*** Information given Section Begins ***

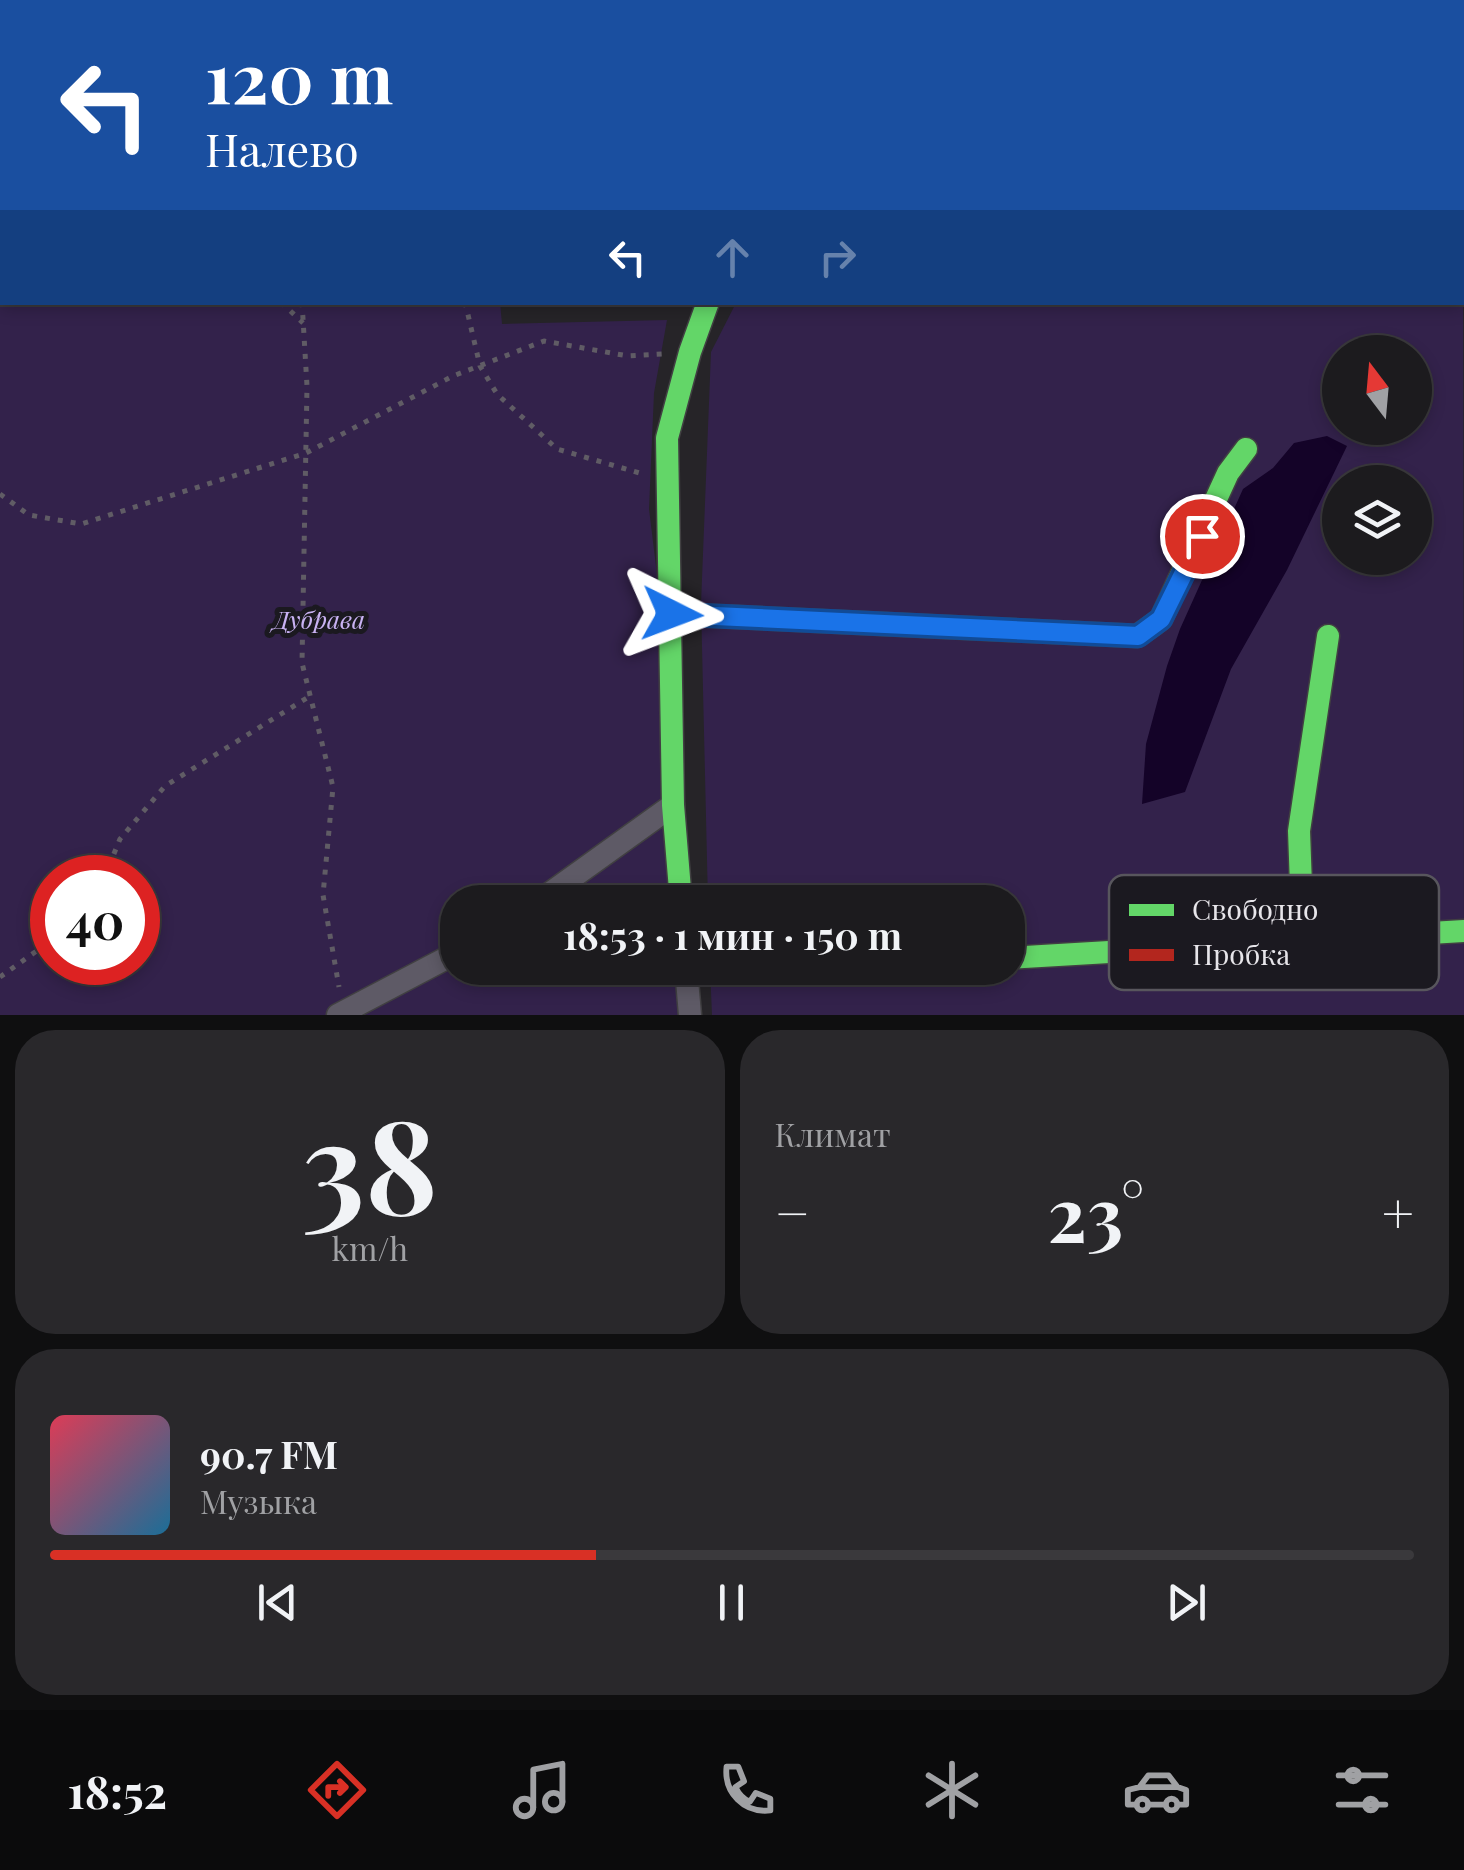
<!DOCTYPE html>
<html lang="ru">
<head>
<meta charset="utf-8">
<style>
	body { margin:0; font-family:"Playfair Display",serif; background:#29282b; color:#f1f3f6; height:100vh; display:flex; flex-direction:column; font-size:38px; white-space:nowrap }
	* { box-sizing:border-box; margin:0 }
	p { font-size:32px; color:#a0a1a4 }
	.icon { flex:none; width:55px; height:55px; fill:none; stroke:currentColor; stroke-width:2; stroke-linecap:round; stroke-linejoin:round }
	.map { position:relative; height:1015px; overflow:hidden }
	.panel { display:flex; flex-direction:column; gap:15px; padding:15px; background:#0f0f10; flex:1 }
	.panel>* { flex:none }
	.hud { position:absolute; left:0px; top:0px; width:1465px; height:305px; box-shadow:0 5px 15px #0003,0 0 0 2px #3a393c; background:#1a4fa0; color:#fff; overflow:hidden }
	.needle { width:65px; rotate:344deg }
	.controls { position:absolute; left:1322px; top:335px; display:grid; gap:20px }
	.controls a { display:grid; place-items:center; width:110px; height:110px; border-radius:50%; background:#1c1b1e; box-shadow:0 5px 15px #0003,0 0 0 2px #3a393c; font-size:50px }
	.speed { position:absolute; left:30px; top:855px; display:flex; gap:20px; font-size:50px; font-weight:700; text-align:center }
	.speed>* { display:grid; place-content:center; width:130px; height:130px; border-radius:50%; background:#1c1b1e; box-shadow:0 5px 15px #0003,0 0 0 2px #3a393c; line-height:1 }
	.speed .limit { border:15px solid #d22; background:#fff; color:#111 }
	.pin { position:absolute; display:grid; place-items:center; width:85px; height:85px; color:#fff; margin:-42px; border:5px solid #fff; border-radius:50%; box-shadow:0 2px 10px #0007 }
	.me { position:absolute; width:110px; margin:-55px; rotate:93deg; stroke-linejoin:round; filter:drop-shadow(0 0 8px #0008) }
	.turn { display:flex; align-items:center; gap:35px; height:210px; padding:0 40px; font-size:45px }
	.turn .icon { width:130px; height:130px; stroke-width:2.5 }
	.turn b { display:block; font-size:70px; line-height:85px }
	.lanes { display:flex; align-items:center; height:95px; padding:0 40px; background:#0003; justify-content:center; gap:50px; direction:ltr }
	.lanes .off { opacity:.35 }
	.big { font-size:75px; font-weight:700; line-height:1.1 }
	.panel .card { flex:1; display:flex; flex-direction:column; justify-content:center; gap:15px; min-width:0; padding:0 35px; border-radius:40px; background:#29282b }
	.panel .dial { align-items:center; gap:0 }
	.dial b { font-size:130px; line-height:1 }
	.song { display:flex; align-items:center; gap:30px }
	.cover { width:120px; height:120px; border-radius:15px; background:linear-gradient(135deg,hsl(350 70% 55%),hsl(200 70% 35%)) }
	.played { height:10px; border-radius:5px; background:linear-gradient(90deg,#d93025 40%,#3a393c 40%) }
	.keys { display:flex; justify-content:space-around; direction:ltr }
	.heat { display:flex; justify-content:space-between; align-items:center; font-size:55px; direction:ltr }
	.panel .tiles { flex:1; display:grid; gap:15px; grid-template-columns:1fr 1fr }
	.card:last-child { grid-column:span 2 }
	.trip { position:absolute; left:440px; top:885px; width:585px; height:100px; border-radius:40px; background:#1c1b1e; box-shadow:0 5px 15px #0003,0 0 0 2px #3a393c; font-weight:700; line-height:100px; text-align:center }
	.tabs { display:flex; height:160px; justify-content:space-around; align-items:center; background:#0b0b0c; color:#a0a1a4 }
	.tabs .icon { width:70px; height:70px }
	.tabs .on { color:#d93025 }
	.tabs b { font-size:45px; color:#f1f3f6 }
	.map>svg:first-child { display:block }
	.green { fill:#33224b; fill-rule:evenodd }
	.water { fill:#140328 }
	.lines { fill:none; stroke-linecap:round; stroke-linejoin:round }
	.street-casing { stroke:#414042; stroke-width:25 }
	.fast-casing { stroke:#414042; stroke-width:25 }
	.jam-casing { stroke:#414042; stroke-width:25 }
	.path { stroke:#605c65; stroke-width:5; stroke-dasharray:5 8; stroke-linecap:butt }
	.street { stroke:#5e5a66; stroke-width:22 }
	.fast { stroke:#63d668; stroke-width:22 }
	.jam { stroke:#b3261e; stroke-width:22 }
	.route-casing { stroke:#114b97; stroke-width:25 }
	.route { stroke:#1a73e8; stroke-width:18 }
	.labels { text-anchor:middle; stroke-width:10; stroke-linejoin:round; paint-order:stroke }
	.park-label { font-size:25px; font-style:italic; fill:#c9b2f3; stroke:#1b1920 }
	.key { fill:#1b1920; stroke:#58565d; stroke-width:2.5 }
	.key-label { font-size:28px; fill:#e7e5ea }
</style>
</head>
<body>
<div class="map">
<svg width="1464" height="1015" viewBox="0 0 1464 1015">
	<rect width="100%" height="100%" fill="#262428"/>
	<g class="green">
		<path d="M0 0 444 2H2V302H500L502 324 667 320 654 393 649 509 675 722 676 902H458V968H683L688 1015H0ZM52 878H138V962H52Z"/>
		<path d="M625 0H806L625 2Z"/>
		<path d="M1038 0H1464V77L1462 2Z"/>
		<path d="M1463 162 1464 1015H712L710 968H1008V902H708L701 604 711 352 736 303 1462 302ZM1340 352H1415V428H1340ZM1340 482H1415V558H1340Z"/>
	</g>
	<path class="water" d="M1327 436 1347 446 1287 570 1231 669 1185 792 1142 804 1146 744 1167 666 1180 629 1243 489 1273 468 1294 443Z"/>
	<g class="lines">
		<g class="street-casing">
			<g id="street">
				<path d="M830 2V0"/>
				<path d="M1462 125 1464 124"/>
				<path d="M1462 144 1464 146"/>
				<path d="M538 902 673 805"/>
				<path d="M686 968 690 1015"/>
				<path d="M338 1015 458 952"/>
			</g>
		</g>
		<g class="fast-casing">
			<g id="fast">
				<path d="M1153 625 1161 619 1228 473 1246 449"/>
				<path d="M681 902 673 805 667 438 690 352 708 302"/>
				<path d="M1303 940 1299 831 1328 636"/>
				<path d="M1008 958 1464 931"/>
			</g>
		</g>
		<g class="jam-casing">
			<path id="jam" d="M672 614 1137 636 1153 625"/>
		</g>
		<g class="path">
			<path d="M309 0 311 2"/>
			<path d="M184 2V0"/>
			<path d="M295 2 296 0"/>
			<path d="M281 302 303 323"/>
			<path d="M302 302 307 386 302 663 333 787 323 895 339 987"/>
			<path d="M465 302 480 366 497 394 557 449 643 474"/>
			<path d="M0 494 29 515 81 524 306 453 453 376 544 341 628 356 662 354"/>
			<path d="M104 878 120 839 165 786 310 696"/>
			<path d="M0 977 52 940"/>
		</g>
		<use href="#street" class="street"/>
		<use href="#fast" class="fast"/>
		<use href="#jam" class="jam"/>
	</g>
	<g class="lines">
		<g class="route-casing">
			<path id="route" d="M672 614 1138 636 1161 619 1202 536"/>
		</g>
		<use href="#route" class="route"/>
	</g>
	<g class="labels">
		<g class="park-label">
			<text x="319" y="629">Дубрава</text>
		</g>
	</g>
	<rect x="1109" y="875" width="330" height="115" rx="15" class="key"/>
	<rect x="1129" y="904" width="45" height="12" fill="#63d668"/>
	<rect x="1129" y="949" width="45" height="12" fill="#b3261e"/>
	<g class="key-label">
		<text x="1192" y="920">Свободно</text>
		<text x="1192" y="965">Пробка</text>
	</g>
</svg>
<div class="controls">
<a><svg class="needle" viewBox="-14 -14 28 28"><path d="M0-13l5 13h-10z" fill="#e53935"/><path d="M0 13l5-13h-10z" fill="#a0a1a4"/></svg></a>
<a><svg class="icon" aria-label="layers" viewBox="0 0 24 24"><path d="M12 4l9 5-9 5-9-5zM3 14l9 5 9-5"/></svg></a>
</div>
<div class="speed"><div class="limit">40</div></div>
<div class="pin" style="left:1202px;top:536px;background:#d93025"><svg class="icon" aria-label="arrive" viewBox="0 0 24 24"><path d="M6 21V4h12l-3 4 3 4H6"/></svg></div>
<svg class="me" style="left:672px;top:614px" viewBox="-20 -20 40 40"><path d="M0-17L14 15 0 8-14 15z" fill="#1a73e8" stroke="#fff" stroke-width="4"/></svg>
<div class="trip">18:53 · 1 мин · 150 m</div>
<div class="hud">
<div class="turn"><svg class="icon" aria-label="left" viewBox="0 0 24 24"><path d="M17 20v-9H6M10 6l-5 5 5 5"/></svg><div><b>120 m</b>Налево</div></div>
<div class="lanes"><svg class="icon" aria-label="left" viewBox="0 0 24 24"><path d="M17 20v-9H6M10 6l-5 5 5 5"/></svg><svg class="icon off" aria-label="ahead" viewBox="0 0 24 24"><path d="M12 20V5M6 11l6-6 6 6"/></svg><svg class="icon off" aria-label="right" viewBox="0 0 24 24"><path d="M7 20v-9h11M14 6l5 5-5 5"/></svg></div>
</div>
</div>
<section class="panel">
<div class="tiles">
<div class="card dial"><b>38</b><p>km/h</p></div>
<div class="card"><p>Климат</p>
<div class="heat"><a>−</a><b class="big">23°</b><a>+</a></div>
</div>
<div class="card">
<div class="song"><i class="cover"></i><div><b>90.7 FM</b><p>Музыка</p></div></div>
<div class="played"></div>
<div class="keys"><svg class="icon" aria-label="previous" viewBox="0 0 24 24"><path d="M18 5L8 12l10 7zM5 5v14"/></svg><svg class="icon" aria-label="pause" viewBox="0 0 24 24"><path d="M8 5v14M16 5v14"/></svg><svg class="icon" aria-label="next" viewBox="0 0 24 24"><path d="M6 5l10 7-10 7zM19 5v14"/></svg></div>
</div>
</div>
</section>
<nav class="tabs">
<b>18:52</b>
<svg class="icon on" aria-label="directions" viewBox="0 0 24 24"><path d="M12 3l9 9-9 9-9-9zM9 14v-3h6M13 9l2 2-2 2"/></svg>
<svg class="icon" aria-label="music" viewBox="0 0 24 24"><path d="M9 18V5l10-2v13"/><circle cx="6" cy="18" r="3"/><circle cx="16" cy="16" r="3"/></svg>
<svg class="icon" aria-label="phone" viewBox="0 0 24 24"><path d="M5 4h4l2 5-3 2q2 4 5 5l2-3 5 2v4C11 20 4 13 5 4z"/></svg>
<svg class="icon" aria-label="climate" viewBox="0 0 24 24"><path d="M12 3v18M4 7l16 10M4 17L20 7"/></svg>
<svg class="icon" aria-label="car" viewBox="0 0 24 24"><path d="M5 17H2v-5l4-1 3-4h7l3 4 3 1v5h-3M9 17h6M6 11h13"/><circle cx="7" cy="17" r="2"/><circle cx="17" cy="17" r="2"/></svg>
<svg class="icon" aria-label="filters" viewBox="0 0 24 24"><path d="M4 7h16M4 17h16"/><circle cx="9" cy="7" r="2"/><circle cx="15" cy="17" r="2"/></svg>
</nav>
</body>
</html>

*** Information given Section Ends ***

[What to do] Looking at the records above, say how many lines contain the string "keys". Give the number and no other words.

[Response] 2